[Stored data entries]
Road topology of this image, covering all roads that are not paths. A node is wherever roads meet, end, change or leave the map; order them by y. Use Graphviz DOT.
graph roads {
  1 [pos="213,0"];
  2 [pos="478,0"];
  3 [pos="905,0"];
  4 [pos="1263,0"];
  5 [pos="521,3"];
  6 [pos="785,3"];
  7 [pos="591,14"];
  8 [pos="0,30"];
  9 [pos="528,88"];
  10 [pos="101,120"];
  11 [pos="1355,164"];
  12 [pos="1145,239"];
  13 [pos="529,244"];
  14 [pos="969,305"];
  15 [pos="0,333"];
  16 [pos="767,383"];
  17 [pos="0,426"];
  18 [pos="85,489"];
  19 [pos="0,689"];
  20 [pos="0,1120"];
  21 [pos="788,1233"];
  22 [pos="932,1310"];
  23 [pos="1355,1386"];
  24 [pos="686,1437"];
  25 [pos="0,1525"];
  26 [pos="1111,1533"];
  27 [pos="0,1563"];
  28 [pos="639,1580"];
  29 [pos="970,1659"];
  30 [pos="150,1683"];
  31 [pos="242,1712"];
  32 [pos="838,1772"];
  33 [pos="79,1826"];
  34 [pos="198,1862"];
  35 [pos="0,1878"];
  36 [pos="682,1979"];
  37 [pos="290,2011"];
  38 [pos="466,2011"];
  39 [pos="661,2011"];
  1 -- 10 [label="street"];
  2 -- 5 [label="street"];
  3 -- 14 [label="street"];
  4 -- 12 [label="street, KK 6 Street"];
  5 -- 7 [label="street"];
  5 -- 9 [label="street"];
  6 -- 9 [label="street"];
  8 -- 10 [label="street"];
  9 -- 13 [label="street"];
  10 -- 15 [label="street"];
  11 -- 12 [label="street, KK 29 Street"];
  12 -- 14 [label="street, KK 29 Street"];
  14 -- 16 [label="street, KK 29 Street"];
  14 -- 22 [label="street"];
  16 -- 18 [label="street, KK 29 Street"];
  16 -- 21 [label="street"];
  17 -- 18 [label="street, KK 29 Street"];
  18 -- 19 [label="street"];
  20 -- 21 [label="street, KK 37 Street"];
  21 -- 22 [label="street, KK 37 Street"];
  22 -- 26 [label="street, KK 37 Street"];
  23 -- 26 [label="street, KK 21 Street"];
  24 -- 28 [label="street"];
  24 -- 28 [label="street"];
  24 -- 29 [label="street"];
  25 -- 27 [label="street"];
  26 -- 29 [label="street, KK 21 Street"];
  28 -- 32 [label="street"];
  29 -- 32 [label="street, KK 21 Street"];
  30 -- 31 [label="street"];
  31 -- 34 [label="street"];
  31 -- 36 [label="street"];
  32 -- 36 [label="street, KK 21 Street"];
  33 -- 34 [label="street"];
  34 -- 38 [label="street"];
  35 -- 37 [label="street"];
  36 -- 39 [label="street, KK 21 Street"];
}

THE TASK: Every line with "roads" in it should be copied from the entries above.

ANSWER BOX:
Road topology of this image, covering all roads that are not paths. A node is wherever roads meet, end, change or leave the map; order them by y. Use Graphviz DOT.
graph roads {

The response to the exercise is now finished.